→ WHAT TO WORK ON: If a line in the records below contains the word "Trobogi", copy it.

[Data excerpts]
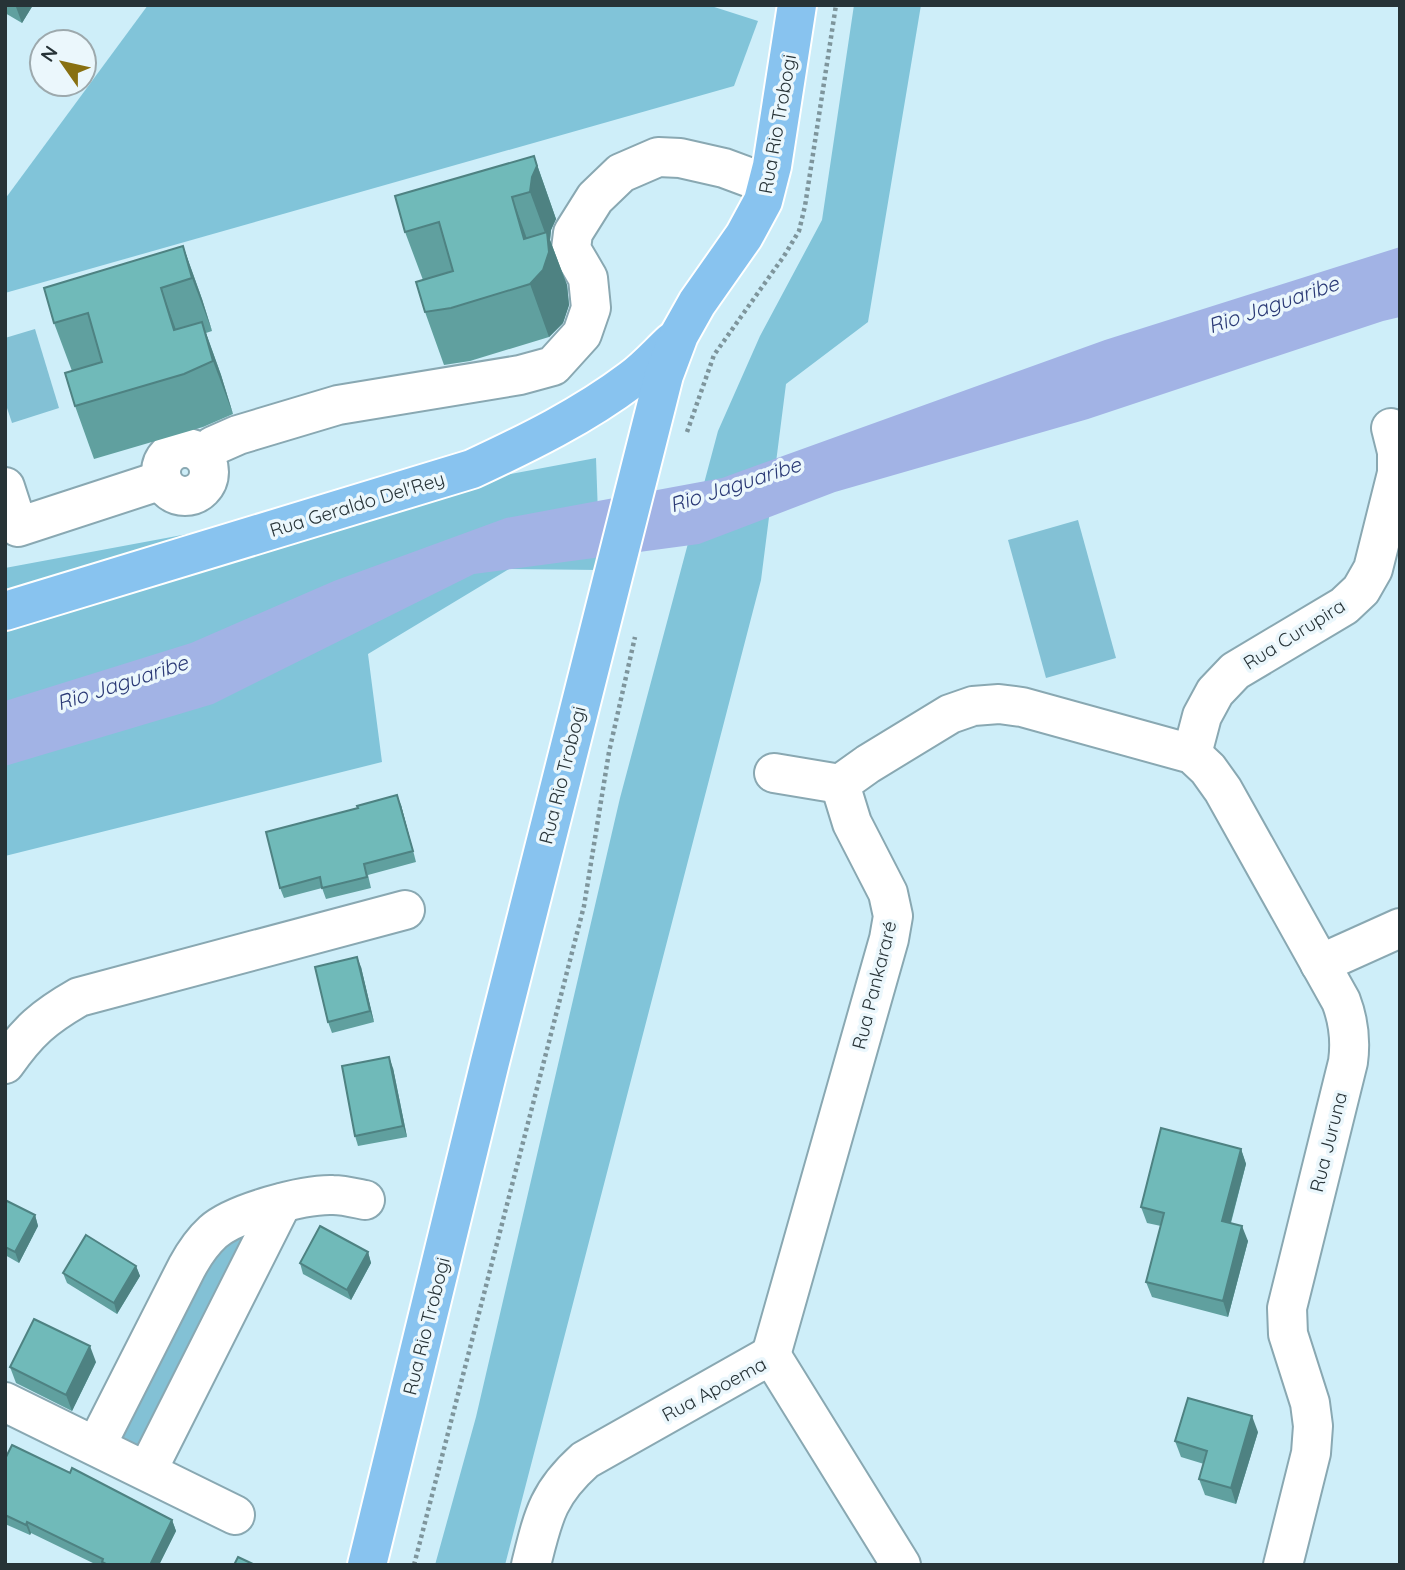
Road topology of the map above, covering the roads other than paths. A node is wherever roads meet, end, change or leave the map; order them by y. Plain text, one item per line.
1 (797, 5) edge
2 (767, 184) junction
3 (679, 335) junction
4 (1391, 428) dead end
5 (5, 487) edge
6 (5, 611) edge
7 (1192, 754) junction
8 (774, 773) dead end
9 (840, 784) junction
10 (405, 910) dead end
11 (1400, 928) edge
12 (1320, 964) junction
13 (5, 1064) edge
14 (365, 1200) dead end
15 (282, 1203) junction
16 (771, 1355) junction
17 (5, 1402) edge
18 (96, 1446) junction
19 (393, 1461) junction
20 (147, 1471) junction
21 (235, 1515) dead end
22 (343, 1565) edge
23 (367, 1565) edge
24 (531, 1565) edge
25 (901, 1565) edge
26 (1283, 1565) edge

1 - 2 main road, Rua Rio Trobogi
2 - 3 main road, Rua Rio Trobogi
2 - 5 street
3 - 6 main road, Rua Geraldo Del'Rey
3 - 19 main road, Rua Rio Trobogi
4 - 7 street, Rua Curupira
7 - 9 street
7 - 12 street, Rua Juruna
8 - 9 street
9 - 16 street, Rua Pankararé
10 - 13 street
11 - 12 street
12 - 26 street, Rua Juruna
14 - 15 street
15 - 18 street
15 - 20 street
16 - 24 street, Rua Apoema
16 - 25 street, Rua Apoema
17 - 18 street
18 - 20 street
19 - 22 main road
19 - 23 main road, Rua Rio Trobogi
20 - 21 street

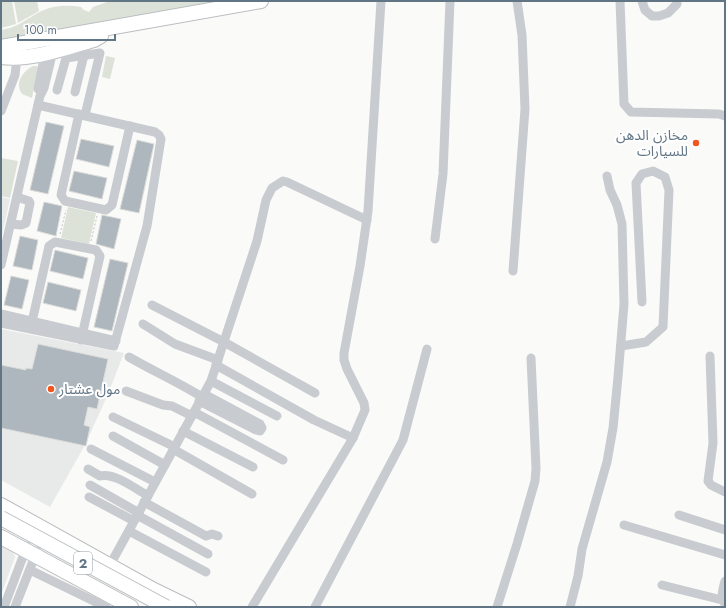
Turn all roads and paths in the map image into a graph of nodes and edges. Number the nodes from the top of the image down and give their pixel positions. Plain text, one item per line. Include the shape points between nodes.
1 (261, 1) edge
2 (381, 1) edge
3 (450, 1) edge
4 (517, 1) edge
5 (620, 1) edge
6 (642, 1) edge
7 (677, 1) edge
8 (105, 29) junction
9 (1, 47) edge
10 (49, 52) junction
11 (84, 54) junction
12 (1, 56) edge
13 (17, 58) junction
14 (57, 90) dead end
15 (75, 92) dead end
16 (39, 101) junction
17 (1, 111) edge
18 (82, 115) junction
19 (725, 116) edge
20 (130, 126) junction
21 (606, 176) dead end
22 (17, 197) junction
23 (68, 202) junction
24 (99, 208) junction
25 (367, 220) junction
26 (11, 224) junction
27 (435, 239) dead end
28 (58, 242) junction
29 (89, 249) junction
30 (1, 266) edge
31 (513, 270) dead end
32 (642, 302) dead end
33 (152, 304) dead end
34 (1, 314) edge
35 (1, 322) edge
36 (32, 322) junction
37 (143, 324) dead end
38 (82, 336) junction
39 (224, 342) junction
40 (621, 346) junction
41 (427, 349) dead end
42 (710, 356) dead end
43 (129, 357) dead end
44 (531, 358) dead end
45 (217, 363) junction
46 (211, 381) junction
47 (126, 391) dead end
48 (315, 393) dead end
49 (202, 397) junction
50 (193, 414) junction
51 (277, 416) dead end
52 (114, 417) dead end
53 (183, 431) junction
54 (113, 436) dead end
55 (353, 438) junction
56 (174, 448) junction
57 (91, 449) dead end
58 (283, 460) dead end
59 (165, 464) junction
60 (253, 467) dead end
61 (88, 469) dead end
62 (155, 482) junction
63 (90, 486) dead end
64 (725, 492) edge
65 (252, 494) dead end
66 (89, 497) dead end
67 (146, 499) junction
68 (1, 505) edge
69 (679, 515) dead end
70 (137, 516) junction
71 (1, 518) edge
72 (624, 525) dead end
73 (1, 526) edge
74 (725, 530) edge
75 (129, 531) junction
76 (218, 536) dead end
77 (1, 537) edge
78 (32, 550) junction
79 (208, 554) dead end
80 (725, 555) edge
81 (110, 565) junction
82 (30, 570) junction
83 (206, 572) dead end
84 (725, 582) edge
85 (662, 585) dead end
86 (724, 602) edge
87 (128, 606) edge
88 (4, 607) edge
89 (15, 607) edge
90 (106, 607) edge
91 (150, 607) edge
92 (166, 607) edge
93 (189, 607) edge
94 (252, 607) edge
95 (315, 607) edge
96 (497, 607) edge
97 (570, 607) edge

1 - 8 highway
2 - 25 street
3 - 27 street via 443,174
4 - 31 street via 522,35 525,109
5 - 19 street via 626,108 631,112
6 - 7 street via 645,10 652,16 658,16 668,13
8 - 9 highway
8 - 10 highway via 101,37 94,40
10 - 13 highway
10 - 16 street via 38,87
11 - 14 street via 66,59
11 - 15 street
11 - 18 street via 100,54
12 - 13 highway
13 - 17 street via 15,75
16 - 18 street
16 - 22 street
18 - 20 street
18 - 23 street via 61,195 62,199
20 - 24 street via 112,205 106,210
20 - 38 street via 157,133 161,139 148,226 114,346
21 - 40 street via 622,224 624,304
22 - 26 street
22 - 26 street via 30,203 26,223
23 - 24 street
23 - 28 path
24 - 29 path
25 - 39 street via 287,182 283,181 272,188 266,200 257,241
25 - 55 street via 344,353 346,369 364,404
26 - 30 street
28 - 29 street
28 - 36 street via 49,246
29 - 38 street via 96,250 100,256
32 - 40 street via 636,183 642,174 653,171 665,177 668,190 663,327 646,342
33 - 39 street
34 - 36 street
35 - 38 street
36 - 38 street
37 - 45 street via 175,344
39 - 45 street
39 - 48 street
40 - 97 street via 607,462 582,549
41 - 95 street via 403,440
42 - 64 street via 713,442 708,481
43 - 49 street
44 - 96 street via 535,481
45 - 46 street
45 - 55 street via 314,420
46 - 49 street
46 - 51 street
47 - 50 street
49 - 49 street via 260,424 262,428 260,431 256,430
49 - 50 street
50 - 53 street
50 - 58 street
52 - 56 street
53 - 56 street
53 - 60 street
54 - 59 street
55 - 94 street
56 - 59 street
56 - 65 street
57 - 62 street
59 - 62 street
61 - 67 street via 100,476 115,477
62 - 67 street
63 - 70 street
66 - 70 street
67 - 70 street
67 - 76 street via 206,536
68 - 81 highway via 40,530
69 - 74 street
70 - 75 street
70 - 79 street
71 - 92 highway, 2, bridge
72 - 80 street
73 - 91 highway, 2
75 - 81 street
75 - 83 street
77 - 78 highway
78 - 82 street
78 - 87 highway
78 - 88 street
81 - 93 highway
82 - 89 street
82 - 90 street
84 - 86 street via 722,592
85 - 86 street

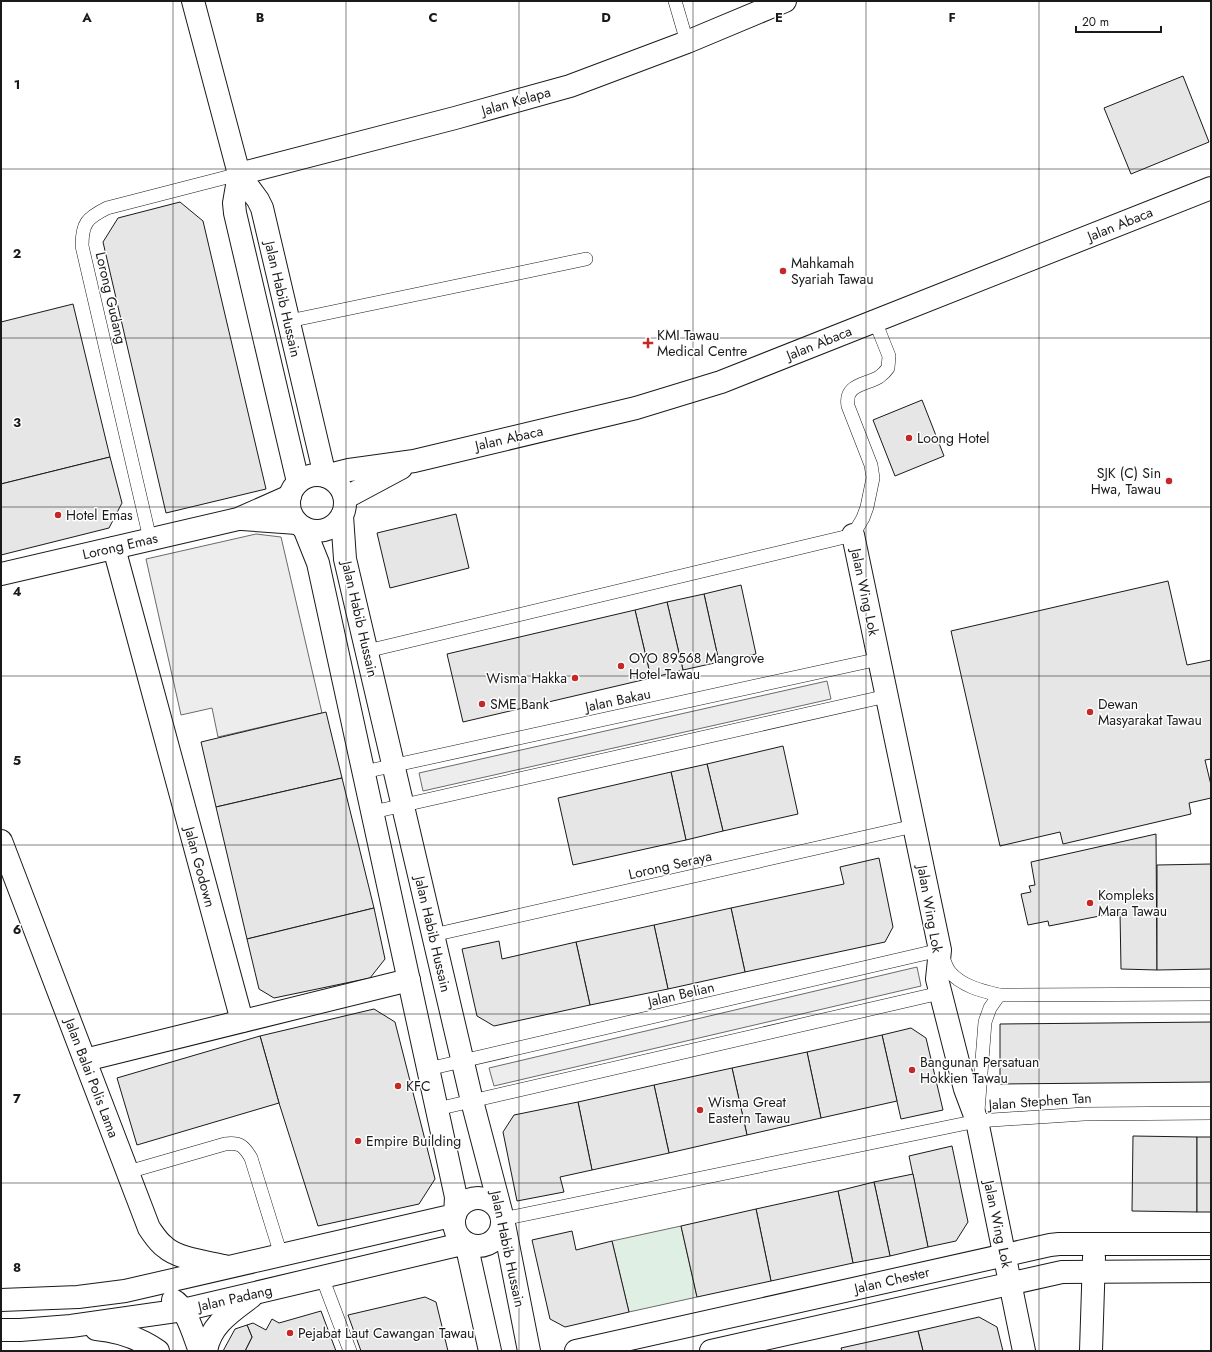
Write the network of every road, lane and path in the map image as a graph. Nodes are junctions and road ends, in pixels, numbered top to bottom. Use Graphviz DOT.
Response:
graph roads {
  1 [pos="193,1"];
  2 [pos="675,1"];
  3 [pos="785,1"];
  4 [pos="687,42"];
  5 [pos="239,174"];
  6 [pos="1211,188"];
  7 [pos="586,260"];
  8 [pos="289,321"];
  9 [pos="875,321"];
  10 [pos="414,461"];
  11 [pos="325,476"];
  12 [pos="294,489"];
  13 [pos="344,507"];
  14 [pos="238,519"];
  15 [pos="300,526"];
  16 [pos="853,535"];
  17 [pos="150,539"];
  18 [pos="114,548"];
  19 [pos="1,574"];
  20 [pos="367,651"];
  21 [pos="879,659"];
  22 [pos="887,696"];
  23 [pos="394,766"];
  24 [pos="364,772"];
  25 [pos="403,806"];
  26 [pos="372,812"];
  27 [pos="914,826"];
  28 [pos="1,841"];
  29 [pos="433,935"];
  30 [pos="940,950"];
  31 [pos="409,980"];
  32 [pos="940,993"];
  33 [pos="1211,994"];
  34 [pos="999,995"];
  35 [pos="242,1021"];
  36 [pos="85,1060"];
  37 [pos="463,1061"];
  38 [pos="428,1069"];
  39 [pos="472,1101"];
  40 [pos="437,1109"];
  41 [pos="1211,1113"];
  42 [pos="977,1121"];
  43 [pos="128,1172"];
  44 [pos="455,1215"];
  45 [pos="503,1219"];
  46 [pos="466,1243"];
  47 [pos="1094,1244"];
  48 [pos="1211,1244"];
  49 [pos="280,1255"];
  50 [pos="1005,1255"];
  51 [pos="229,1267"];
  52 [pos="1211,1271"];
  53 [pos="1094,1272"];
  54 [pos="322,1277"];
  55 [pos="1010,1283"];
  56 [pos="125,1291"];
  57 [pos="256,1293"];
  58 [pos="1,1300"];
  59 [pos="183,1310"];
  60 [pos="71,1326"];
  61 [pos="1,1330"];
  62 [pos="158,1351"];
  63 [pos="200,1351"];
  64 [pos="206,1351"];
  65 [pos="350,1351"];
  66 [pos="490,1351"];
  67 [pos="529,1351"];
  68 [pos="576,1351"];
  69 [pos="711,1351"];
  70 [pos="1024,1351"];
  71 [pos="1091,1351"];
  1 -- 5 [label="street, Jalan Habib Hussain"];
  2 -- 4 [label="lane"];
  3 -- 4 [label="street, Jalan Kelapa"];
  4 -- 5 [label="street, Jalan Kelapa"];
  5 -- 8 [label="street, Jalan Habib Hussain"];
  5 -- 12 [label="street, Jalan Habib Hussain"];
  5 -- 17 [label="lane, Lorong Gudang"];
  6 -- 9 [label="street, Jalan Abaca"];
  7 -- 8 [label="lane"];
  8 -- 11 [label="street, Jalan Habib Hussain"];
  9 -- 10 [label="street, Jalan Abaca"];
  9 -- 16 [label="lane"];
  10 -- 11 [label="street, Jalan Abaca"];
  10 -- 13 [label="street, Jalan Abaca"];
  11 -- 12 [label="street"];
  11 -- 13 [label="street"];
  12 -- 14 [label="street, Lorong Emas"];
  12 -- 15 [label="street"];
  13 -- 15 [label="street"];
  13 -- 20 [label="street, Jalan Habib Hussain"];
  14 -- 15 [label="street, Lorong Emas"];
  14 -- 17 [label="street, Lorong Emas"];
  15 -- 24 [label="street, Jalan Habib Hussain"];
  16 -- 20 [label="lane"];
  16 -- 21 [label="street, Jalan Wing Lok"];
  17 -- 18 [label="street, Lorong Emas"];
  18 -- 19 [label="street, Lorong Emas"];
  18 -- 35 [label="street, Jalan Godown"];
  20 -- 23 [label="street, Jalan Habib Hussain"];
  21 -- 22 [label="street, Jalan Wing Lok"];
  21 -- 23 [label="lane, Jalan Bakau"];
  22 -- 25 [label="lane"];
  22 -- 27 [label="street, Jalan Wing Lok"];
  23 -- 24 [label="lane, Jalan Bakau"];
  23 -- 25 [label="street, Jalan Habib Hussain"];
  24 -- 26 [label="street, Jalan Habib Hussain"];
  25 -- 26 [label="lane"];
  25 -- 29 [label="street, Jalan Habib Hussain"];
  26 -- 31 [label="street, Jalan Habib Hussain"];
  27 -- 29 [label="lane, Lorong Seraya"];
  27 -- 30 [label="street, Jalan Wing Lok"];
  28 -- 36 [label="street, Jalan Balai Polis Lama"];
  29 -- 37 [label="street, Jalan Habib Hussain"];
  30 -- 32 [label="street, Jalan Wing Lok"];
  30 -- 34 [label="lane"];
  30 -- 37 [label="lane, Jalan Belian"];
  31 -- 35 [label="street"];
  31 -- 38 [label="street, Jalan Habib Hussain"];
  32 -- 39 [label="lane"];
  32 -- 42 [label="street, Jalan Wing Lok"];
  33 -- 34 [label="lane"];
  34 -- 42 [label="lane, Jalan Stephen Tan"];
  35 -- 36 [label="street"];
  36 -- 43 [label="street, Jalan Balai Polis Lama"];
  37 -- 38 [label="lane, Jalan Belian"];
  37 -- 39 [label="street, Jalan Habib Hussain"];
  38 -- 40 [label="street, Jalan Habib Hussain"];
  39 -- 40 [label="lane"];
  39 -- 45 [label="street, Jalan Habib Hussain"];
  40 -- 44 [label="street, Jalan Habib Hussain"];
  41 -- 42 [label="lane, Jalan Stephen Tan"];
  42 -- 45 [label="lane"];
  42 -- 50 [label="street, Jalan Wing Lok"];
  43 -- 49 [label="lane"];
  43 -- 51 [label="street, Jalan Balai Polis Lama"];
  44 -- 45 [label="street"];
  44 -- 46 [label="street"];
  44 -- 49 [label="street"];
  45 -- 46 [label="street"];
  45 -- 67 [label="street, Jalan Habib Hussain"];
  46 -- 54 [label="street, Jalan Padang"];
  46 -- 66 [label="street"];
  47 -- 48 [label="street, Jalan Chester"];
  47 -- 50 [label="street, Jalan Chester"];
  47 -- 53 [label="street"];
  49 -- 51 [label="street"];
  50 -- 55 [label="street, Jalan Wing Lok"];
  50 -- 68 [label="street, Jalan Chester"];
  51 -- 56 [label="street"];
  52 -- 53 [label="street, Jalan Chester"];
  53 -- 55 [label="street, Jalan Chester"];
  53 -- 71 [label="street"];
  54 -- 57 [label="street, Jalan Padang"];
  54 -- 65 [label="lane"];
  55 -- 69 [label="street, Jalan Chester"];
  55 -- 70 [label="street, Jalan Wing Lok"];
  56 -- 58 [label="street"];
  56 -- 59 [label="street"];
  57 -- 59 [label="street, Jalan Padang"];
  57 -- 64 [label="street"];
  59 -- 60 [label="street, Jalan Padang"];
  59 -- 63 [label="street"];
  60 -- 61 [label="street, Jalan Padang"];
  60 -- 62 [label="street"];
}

→ RESPONSE BELOW:
1 - 2 main road, Rua Rio Trobogi
2 - 3 main road, Rua Rio Trobogi
3 - 19 main road, Rua Rio Trobogi
19 - 23 main road, Rua Rio Trobogi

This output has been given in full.